I have found home routers to be hugely problematic. Typically, they do OK at basic wired network routing functions, but they often have awful reliability in their wireless connections. Go to any review site, and find their top-rated routers. Then go to Newegg or Amazon and read the reviews for even these best devices -- you will see a litany of unreliability, particularly with the wireless functionality.
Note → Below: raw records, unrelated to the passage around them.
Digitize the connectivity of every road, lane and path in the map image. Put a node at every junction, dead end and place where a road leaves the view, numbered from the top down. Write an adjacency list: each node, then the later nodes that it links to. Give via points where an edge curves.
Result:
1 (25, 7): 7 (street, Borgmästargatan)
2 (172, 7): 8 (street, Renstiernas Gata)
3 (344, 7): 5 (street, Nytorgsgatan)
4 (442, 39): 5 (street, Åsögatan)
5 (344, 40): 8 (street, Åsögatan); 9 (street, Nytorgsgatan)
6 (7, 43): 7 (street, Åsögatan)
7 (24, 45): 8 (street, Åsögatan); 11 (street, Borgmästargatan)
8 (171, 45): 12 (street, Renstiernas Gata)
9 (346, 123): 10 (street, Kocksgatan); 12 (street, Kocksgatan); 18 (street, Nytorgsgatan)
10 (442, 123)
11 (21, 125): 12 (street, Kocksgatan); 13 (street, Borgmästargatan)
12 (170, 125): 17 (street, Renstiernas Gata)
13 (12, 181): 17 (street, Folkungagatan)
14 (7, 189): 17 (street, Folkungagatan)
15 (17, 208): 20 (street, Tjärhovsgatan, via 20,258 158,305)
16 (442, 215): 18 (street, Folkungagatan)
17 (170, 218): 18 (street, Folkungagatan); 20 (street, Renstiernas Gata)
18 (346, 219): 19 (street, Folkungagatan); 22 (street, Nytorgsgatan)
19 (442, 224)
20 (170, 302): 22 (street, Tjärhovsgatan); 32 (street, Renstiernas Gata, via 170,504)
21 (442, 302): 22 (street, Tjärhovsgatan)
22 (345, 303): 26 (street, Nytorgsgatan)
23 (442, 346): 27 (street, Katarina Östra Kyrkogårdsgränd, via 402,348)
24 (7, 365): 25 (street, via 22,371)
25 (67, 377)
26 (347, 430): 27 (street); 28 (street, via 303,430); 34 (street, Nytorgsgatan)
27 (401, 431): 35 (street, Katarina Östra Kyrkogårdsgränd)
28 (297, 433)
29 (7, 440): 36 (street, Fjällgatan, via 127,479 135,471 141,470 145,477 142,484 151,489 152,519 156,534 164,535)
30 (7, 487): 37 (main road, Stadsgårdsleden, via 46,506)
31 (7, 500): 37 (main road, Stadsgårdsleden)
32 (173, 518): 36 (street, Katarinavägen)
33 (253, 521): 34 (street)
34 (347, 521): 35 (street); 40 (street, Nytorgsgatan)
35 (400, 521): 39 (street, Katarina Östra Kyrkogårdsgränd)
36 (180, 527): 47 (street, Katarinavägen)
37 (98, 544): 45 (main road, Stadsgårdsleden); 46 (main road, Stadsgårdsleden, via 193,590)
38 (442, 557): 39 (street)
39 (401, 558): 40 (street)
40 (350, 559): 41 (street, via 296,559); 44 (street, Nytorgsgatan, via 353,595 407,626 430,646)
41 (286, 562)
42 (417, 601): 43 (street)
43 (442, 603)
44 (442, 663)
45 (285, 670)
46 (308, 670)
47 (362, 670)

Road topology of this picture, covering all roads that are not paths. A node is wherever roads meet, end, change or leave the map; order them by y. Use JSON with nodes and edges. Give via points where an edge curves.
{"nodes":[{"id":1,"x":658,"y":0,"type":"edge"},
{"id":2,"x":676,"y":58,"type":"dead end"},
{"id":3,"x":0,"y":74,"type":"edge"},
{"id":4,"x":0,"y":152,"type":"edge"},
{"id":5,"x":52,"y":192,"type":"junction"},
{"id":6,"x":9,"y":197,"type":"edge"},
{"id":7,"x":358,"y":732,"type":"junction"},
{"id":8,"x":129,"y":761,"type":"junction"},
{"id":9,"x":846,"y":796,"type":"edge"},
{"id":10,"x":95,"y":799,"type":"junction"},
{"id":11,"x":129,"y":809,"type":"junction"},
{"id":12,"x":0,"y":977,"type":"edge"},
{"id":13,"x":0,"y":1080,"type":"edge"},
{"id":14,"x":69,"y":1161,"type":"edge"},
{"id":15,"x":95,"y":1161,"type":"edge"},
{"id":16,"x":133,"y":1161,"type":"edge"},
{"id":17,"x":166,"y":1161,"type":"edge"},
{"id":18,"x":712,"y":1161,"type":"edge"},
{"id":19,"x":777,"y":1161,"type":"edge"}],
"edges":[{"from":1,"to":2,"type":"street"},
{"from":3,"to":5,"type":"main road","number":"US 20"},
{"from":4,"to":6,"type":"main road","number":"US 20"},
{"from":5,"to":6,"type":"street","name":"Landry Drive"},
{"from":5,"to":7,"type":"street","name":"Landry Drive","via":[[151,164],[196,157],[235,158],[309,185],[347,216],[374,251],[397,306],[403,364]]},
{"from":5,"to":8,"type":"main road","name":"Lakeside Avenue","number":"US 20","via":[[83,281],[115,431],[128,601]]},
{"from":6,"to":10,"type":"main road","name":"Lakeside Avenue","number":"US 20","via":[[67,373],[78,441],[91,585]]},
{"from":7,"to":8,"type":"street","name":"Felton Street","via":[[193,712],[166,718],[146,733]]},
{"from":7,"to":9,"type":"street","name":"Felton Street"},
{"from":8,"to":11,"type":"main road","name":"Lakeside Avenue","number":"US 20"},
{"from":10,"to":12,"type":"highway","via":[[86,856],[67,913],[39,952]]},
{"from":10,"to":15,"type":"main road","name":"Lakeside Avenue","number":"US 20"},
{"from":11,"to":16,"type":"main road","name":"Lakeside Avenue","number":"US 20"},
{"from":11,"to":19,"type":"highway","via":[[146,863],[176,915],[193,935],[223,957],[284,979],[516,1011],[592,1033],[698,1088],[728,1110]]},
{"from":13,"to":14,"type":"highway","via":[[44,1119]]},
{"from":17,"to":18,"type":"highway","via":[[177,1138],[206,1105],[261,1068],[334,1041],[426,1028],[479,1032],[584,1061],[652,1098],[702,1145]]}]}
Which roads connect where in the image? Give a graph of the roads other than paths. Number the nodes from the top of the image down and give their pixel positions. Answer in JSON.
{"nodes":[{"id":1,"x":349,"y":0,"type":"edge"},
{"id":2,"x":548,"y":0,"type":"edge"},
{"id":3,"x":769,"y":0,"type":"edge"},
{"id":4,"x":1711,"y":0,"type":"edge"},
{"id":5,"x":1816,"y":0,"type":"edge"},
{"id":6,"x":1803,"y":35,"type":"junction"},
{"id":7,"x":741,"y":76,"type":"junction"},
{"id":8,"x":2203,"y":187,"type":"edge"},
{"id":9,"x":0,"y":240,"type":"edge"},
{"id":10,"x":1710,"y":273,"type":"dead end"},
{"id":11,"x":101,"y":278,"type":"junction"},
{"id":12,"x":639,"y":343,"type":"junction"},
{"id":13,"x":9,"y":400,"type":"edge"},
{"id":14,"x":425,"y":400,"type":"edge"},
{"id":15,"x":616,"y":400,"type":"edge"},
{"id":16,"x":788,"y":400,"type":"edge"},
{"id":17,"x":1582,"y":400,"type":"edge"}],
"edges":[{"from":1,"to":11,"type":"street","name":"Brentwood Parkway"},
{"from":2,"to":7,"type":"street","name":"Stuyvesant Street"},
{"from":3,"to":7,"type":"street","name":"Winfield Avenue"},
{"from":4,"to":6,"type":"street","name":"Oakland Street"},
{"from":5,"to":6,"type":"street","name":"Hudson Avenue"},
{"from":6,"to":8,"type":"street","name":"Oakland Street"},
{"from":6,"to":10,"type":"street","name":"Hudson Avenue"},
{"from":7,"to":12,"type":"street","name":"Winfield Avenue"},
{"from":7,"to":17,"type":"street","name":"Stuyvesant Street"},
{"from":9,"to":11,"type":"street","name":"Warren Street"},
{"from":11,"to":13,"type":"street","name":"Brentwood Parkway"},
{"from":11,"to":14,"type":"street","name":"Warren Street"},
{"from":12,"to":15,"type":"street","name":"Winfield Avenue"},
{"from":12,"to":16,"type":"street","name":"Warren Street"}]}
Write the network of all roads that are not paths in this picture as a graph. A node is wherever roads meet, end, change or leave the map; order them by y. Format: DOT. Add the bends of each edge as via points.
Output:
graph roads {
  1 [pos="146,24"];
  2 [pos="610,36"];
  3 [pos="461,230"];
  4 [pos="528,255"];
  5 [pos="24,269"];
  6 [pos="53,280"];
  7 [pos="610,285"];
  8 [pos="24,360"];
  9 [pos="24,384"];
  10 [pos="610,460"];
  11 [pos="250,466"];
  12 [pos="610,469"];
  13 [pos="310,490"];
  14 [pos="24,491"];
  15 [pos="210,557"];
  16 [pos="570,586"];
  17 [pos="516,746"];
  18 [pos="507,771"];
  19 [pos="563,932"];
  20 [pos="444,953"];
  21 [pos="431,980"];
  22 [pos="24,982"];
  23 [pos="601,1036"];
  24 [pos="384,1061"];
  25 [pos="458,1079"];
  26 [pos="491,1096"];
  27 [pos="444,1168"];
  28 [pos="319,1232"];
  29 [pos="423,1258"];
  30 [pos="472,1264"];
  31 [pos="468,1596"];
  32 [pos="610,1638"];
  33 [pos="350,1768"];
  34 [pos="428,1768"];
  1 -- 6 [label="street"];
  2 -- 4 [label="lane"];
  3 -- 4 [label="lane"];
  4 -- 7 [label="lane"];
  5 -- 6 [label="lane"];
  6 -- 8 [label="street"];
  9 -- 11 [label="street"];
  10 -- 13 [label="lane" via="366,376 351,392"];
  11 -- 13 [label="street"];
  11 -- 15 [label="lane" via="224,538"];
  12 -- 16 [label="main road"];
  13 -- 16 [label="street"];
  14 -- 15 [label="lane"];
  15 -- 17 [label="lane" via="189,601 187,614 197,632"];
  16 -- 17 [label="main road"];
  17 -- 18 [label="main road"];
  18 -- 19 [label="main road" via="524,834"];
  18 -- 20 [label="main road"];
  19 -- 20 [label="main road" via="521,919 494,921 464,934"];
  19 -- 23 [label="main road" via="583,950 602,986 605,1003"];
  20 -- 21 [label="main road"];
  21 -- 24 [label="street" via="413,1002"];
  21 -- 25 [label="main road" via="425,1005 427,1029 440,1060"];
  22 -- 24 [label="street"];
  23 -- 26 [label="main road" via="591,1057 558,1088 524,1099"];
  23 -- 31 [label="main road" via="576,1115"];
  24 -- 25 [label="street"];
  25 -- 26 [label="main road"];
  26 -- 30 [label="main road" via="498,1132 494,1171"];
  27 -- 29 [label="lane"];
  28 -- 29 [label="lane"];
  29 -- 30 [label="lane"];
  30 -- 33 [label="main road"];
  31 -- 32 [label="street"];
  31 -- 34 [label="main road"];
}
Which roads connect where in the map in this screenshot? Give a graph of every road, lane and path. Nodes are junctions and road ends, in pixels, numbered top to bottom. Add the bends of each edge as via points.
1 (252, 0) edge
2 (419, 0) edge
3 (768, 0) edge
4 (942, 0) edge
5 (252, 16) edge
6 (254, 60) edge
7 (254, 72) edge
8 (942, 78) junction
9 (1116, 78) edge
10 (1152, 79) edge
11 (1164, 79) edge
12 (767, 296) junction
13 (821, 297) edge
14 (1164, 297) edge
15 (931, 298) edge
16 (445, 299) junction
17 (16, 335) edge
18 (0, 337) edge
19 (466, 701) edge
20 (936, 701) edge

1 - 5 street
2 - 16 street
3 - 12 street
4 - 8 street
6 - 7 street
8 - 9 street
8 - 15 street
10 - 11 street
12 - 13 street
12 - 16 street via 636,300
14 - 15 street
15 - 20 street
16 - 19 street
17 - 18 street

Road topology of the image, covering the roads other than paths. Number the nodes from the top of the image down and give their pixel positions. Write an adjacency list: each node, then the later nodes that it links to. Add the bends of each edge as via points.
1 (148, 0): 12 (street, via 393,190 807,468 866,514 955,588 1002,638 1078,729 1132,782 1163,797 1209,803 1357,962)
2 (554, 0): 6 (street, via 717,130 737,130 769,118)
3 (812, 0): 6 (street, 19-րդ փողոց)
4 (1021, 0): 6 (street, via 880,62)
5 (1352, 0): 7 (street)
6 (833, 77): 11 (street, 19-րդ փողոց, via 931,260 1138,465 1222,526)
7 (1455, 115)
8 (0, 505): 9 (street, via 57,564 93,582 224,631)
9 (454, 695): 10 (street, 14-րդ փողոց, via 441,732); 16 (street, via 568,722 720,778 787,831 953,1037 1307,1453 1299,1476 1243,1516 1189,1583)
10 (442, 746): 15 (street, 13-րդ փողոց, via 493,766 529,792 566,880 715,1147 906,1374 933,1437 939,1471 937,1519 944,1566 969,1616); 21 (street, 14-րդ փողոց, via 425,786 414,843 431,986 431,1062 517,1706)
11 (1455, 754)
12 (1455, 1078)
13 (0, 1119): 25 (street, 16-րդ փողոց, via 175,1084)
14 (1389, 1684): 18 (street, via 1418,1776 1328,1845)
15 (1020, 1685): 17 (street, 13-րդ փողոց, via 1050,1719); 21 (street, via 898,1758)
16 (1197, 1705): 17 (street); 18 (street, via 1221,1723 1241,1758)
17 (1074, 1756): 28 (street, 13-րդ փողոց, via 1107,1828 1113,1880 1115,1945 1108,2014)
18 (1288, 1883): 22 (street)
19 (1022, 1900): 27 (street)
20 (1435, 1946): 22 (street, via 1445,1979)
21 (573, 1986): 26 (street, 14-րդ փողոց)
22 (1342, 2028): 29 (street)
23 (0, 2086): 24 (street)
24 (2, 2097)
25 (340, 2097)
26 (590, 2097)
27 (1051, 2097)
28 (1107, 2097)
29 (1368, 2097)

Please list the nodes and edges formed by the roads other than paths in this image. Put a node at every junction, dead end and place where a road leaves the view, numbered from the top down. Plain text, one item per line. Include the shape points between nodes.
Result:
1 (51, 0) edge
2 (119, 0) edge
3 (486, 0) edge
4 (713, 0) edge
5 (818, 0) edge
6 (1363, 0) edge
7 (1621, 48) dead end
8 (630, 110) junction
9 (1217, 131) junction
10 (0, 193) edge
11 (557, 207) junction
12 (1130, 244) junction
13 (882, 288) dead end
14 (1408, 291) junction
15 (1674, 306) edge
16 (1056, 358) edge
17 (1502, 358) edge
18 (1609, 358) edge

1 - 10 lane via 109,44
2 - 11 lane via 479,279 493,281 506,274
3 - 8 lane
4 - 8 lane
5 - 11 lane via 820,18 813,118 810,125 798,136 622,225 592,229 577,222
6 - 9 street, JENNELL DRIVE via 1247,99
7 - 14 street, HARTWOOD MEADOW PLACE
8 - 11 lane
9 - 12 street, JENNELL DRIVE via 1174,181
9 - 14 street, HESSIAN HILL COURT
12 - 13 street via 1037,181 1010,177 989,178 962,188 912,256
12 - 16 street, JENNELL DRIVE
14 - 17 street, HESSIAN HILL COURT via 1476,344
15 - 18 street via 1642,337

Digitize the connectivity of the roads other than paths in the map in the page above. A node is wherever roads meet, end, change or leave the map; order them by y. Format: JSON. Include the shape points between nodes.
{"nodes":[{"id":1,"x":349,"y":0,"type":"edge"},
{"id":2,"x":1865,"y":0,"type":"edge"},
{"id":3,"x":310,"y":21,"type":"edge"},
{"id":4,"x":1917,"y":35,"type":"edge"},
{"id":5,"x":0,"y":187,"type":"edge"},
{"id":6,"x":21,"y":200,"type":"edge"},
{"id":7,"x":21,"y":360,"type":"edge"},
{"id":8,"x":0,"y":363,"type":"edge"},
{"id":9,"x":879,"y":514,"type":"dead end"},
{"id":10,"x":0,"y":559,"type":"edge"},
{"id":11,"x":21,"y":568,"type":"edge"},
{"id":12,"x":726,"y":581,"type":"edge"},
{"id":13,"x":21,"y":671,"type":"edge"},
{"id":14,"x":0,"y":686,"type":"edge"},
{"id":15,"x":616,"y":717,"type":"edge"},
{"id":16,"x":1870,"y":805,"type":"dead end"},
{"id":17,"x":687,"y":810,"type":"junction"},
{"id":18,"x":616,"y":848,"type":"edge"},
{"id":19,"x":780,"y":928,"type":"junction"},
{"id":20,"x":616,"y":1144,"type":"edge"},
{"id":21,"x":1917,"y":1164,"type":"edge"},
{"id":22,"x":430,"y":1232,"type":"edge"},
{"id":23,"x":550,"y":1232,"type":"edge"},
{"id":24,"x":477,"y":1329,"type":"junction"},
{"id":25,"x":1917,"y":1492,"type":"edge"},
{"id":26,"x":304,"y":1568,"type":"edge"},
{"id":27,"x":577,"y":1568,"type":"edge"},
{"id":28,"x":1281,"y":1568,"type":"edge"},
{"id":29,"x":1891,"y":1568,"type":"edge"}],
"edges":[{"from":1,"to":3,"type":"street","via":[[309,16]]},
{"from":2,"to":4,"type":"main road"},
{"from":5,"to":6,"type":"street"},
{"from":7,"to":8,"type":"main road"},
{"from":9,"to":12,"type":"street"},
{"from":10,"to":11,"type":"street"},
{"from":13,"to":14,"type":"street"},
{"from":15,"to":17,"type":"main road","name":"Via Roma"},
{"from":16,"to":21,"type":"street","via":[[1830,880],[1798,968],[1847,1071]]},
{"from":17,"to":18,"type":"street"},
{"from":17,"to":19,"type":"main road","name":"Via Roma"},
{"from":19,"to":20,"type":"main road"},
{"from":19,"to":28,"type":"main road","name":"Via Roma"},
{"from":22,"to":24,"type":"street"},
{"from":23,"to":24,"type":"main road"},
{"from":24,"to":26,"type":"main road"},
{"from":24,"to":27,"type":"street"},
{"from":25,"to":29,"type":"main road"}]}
Some of this can be chalked up to interference issues, but I possess moderately sophisticated tools for ferreting this out. A bigger problem for me is with routers that have to be reboot every 2-3 days to keep them working. My most recent router I purchased had some software issue where mobile devices like iphones could not access Google.com and a few large sites through the wireless, a problem I eventually decided was due to some issue with handling sites that have dual ipv4 and ipv6 functionality (which I could never fix). My Cisco E3000, otherwise a fairly solid modem, had an awful setup program whose first time settings for things like the guest network could never be altered.
So I finally in desperation burned dd-wrt onto my pile of unsatisfactory routers. DD-WRT is a third-party, free, presumably open-source firmware that works with many commercial routers. So far, all of my old routers now work great, and the prior problems I saw are all gone. DD-WRT lacks the friendly automated setup routines of commercial firmware, and a few things are harder than I would wish them to be (it would be nice to have one-click reservation of an IP address to a device, rather than having to retype its MAC address). But the defaults tend to work fine and it is a huge relief to come home from work and not have to immediatley help diagnose some family network issue. I have been able to re-purpose one of the old routers into a bridge so I can get wireless in my backyard now.
If you have reliability problems with your router or home wireless, this might be something to try. For certain routers, like my Cisco E3000, the process of flashing to DD-WRT is a bit complex. There are lots of web sites and ebay retailers who will sell you modems with dd-wrt already installed, and I think that Buffalo is actually selling a dd-wrt version of one of their routers.